2. Ads, ads and ads;
3. Unsettling feeling that you’re a pawn in Facebook’s get-rich-quick scheme;
4. Ultimately, Facebook is a tool of the corporatist/government/news media power structure, deceitfully hidden under the guise of a “community-building social network platform”.

They want to build a community alright – of dumbed down, brainwashed, stressed out, divided, agitated and confused  consumer units.

The user-unfriendliness of Facebook is deplorable.  Any decent software engineer could design a better interface over a cup of coffee (and probably implement it in a week!)

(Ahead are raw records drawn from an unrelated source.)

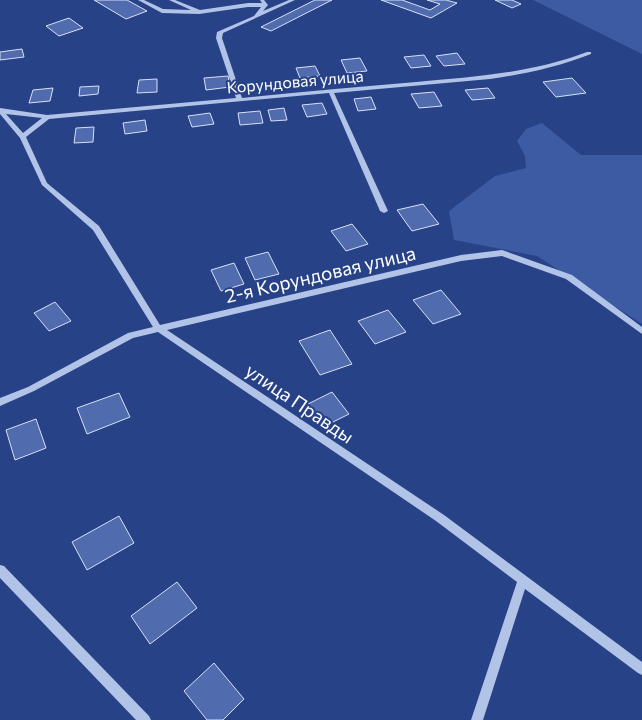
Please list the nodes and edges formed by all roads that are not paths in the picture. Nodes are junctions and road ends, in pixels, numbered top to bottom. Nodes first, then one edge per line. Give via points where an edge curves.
1 (140, 0) edge
2 (171, 0) edge
3 (293, 0) edge
4 (264, 3) edge
5 (199, 12) junction
6 (256, 16) junction
7 (589, 53) dead end
8 (331, 92) junction
9 (240, 100) junction
10 (0, 110) edge
11 (47, 116) junction
12 (23, 137) junction
13 (384, 211) dead end
14 (158, 328) junction
15 (642, 332) edge
16 (0, 402) edge
17 (0, 570) edge
18 (523, 579) junction
19 (642, 669) edge
20 (145, 720) edge
21 (477, 720) edge

1 - 5 street via 162,11
2 - 5 street
3 - 6 street
4 - 5 street
4 - 6 street
6 - 9 street via 220,32 219,38
7 - 8 street, Корундовая улица via 537,71
8 - 9 street, Корундовая улица
8 - 13 street
9 - 11 street, Корундовая улица
10 - 11 street, Корундовая улица
10 - 12 street, улица Правды
11 - 12 street
12 - 14 street, улица Правды via 44,184 96,228
14 - 15 street, 2-я Корундовая улица via 461,258 502,253 569,277
14 - 16 street, 2-я Корундовая улица via 131,335 31,389
14 - 18 street, улица Правды via 432,513
17 - 20 street
18 - 19 street, улица Правды
18 - 21 street

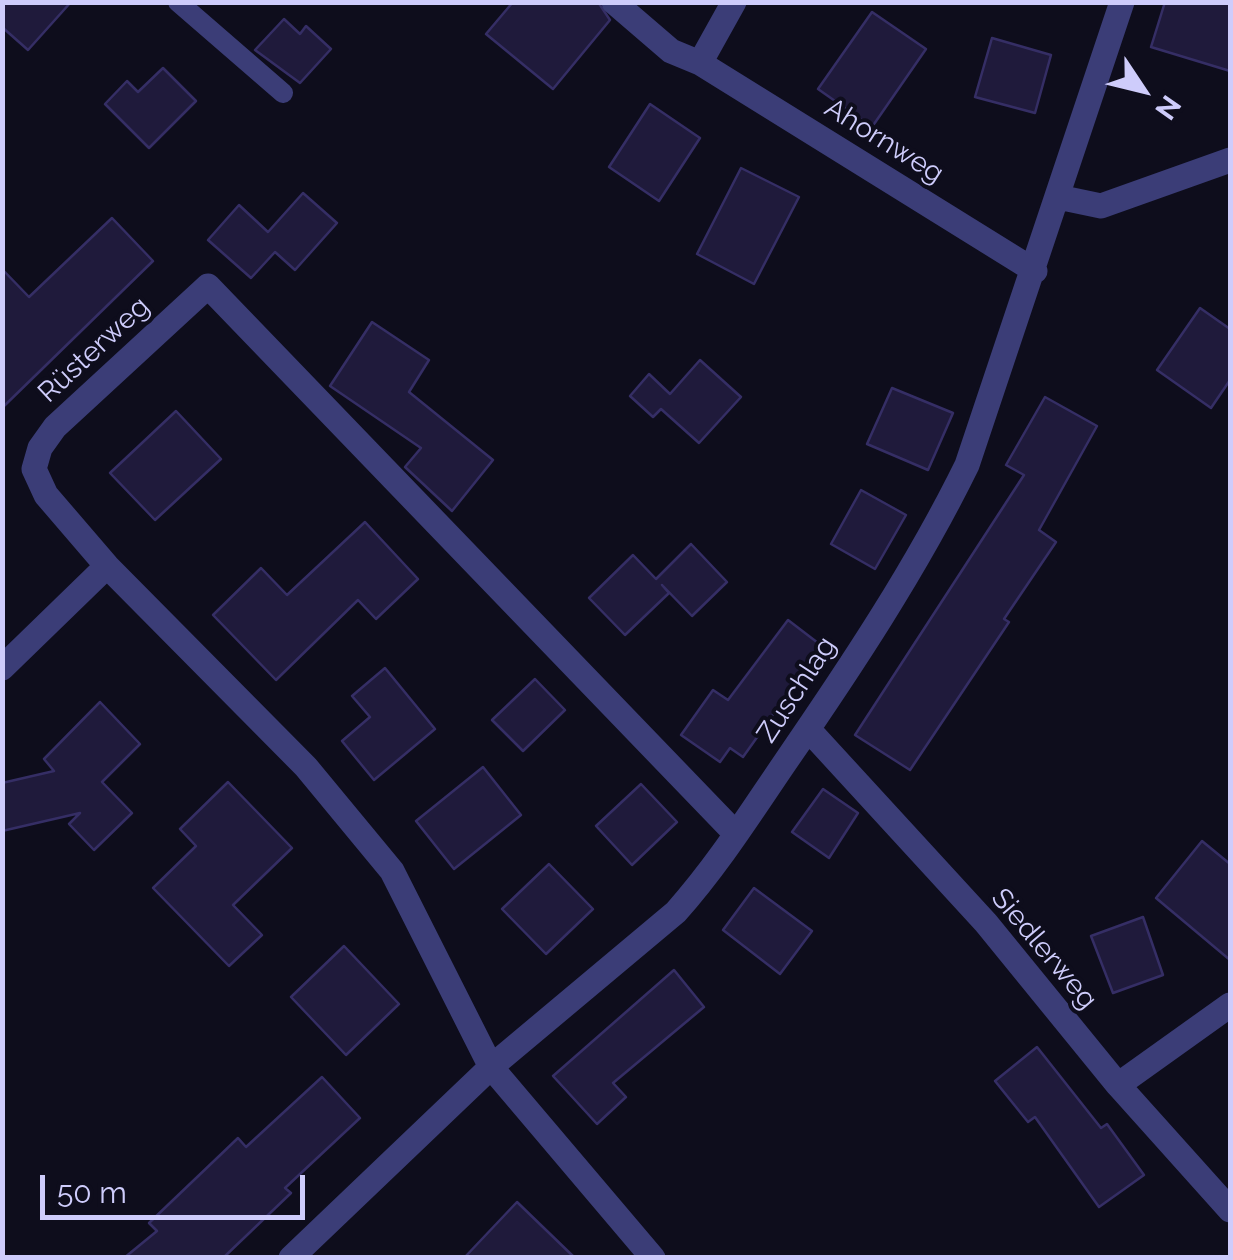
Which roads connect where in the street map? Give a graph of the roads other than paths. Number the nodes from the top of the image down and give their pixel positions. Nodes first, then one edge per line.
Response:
1 (178, 2) edge
2 (614, 2) edge
3 (734, 2) edge
4 (1122, 2) edge
5 (700, 62) junction
6 (282, 93) dead end
7 (1230, 160) edge
8 (1058, 198) junction
9 (1036, 271) junction
10 (107, 566) junction
11 (2, 668) edge
12 (808, 730) junction
13 (736, 834) junction
14 (1230, 1005) edge
15 (491, 1067) junction
16 (1118, 1085) junction
17 (1230, 1210) edge
18 (291, 1258) edge
19 (653, 1258) edge

1 - 6 lane
2 - 5 street, Ahornweg
3 - 5 street
4 - 8 street, Zuschlag
5 - 9 street, Ahornweg
7 - 8 street
8 - 9 street, Zuschlag
9 - 12 street, Zuschlag
10 - 11 street
10 - 13 street, Rüsterweg
10 - 15 street, Rüsterweg
12 - 13 street, Zuschlag
12 - 16 street, Siedlerweg
13 - 15 street, Zuschlag
14 - 16 street
15 - 18 street, Zuschlag
15 - 19 street, Rüsterweg
16 - 17 street, Siedlerweg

As proof, consider how easily we could lay out specs for a better system.  It could be as simple as this:

1.  Instead of subscribing to Facebook, you (and everybody) set up a personal blog, or just a Tumblr account.
2. Whenever you see an interesting web page or news story or have a picture or comment, post it to your blog or Tumblr page instead of FB.  (These days you can do this automatically from your web browser.)

3. One more thing is needed. Each person needs a blog aggregator web page.  This is basically a page you own, which has feeds to all your friends’ blogs.  If one of your friends posts something to their blog, a notice is given on your accumulator page.  This can easily be done using RSS feeds.  Very possibly there is already way to set up such an accumulator page (or the equivalent) in Tumblr, WordPress or Blogspot etc.

4.  If you see an interesting item on your accumulator page and want to comment, simply go to your friend’s blog and comment there.

Voila!  A better alternative to Facebook, without ads, where you totally control the content.  Someone with just a little programming knowledge could easily design a customized personal front-end page (i.e., accumulator page), in any format desired.  For example, you could have your friends’ comments, news headlines on topics of interest, and announcements from business or organizations you like in separate columns or sections.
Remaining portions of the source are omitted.